TASK INSTRUCTIONS: Only the lines from the first line of the entries through the line with "middle dip: (350, 258)" belong in the answer, each restated word for word and without pictures.

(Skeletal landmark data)
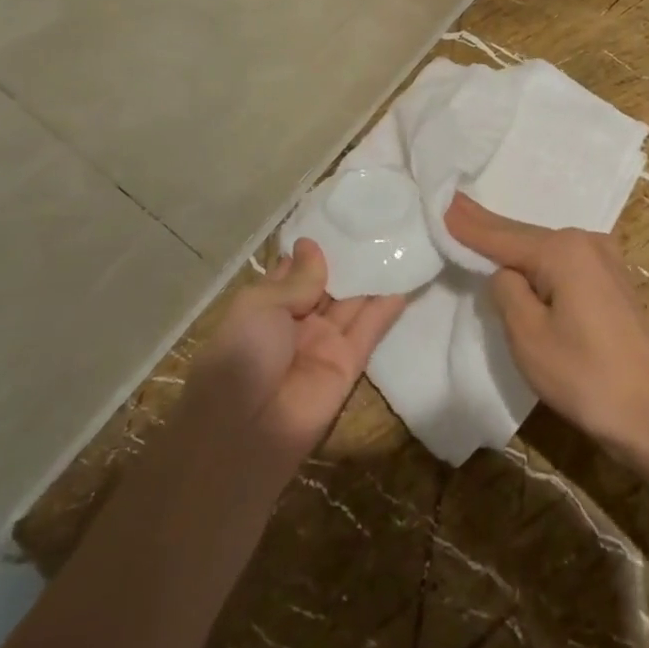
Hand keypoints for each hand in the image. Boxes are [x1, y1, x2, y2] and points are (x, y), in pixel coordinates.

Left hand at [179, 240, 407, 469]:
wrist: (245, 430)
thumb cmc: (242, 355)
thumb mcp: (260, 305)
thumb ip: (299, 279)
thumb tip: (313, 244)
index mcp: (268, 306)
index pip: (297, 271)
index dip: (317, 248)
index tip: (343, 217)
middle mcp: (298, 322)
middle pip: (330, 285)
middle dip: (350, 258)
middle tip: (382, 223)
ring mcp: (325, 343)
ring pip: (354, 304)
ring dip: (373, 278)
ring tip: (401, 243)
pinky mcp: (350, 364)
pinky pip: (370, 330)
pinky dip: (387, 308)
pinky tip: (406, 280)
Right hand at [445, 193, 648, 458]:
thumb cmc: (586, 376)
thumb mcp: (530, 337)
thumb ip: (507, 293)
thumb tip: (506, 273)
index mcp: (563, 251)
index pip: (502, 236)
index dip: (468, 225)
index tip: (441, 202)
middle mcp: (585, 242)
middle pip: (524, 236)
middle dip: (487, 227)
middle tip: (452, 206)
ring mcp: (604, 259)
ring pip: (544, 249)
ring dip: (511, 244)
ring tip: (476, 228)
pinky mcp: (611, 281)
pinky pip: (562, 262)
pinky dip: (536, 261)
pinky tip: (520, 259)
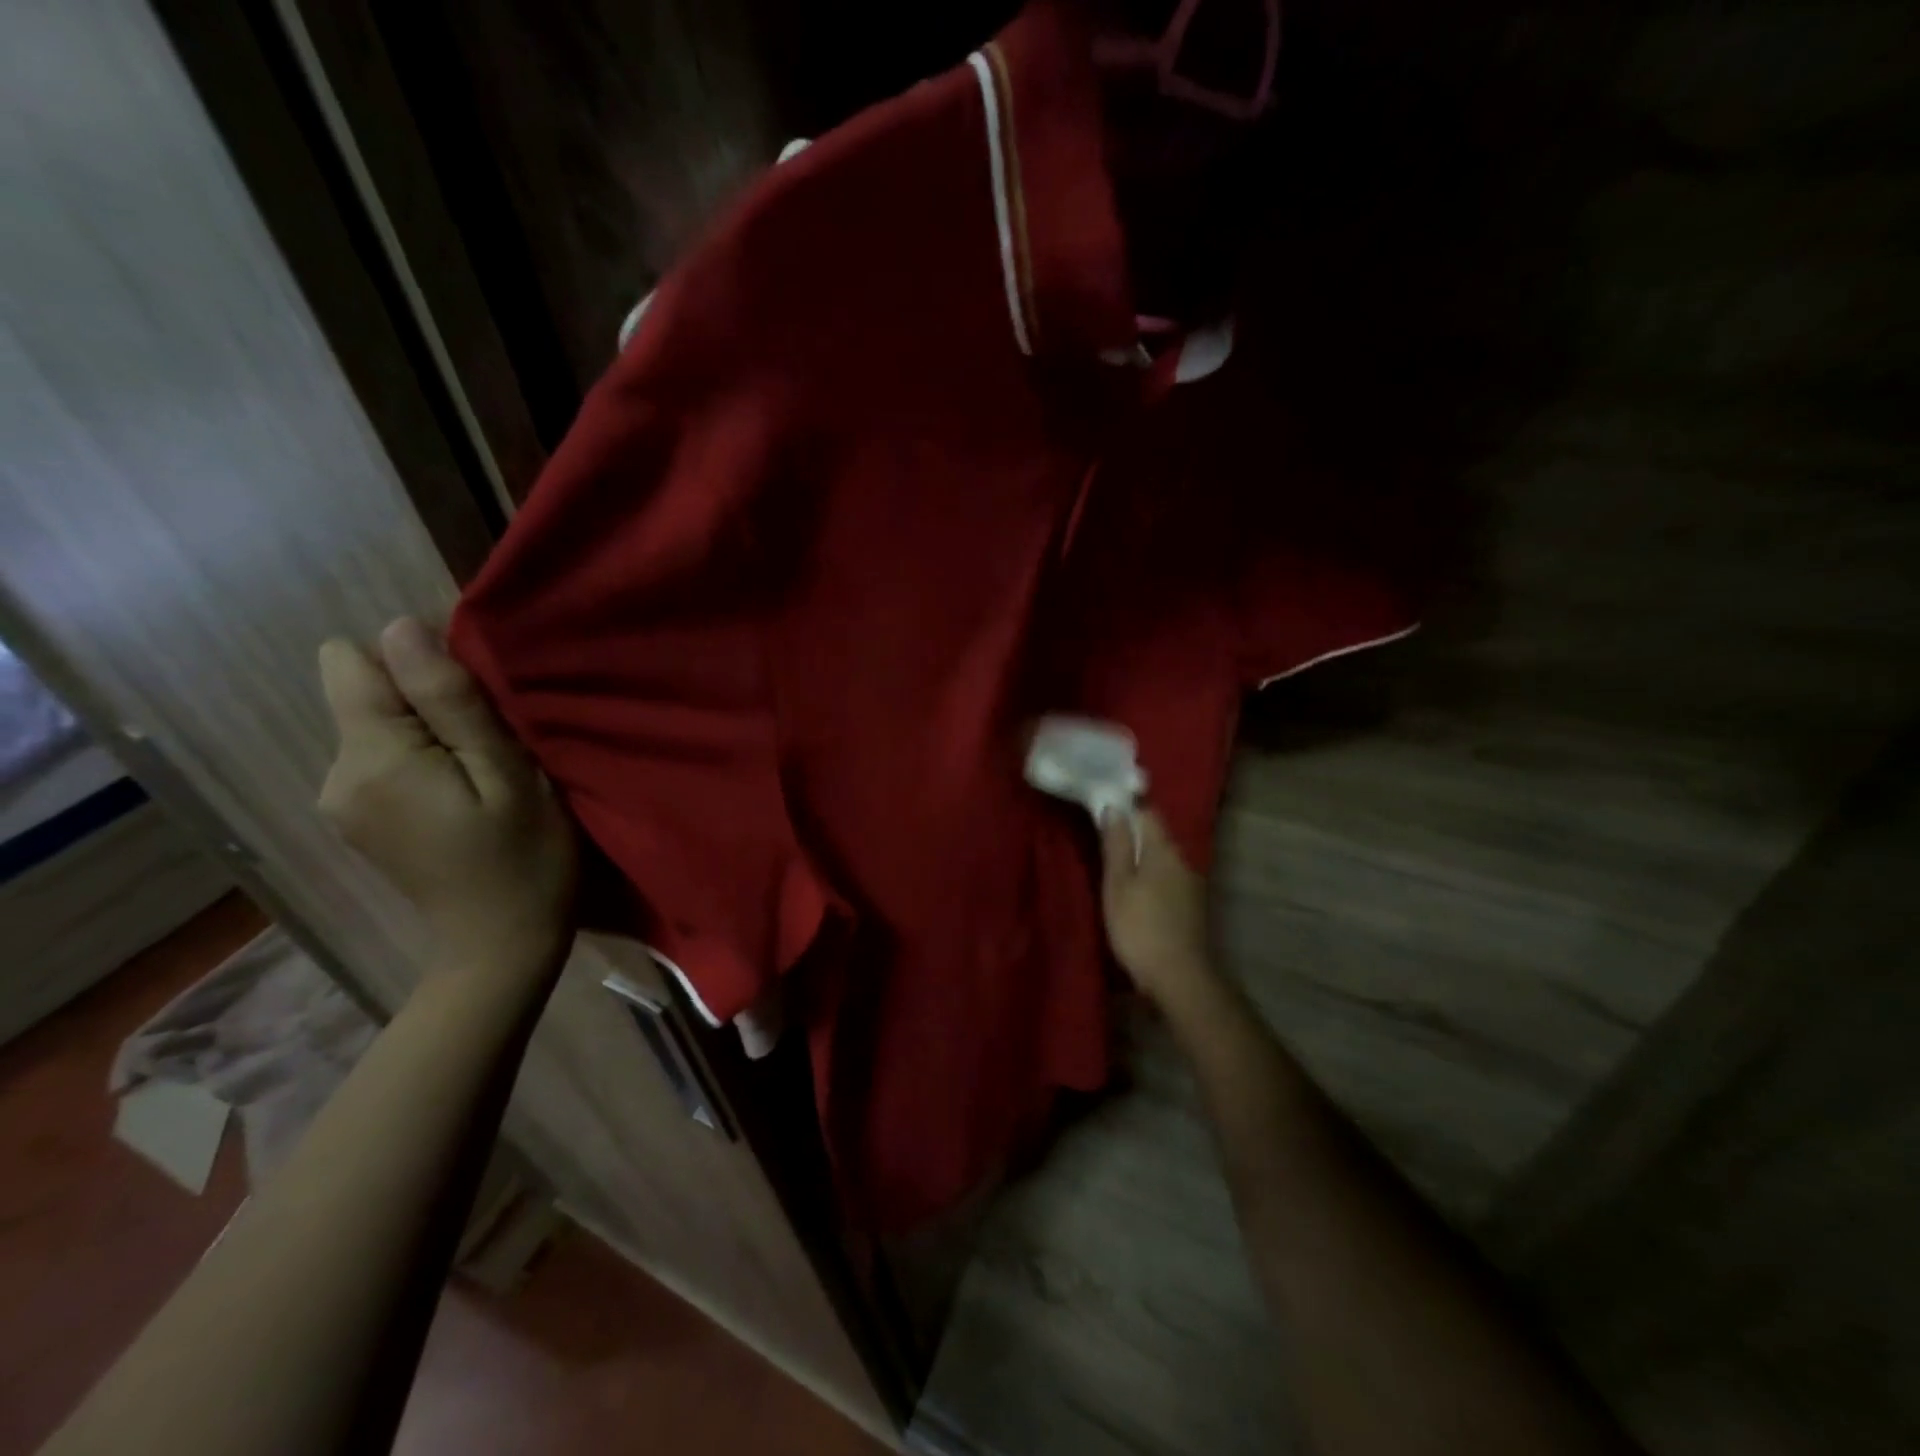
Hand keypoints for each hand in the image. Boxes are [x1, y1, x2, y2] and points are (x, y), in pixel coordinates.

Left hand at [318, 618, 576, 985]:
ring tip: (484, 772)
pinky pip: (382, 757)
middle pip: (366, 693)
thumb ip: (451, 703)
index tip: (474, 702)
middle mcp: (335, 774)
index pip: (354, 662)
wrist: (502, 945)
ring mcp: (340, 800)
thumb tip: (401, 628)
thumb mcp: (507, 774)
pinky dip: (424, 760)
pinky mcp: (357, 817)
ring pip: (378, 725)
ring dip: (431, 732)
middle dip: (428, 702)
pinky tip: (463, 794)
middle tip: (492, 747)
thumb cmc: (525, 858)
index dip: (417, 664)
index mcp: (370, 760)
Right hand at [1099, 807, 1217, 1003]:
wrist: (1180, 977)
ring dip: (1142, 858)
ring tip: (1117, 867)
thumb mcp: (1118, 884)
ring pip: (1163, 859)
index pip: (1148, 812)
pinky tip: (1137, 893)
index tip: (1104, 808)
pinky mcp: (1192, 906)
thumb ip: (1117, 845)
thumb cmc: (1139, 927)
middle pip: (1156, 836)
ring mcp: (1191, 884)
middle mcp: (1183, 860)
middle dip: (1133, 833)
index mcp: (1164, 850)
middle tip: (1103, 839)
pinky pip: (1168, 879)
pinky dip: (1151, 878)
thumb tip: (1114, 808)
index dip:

ANSWER BOX:
Hand keypoints for each hand in the image. Boxes are [x1, y1, x2, y2] and points are (x, y), in pixel coordinates.

Left hand at [179, 240, 407, 469]:
wrist: (245, 430)
thumb cmc: (242, 355)
thumb mcp: (260, 305)
thumb ip: (299, 279)
thumb tip: (313, 244)
index mcp: (268, 306)
index pip: (297, 271)
index dip: (317, 248)
index tip: (343, 217)
middle mcp: (298, 322)
middle pip: (330, 285)
middle dip: (350, 258)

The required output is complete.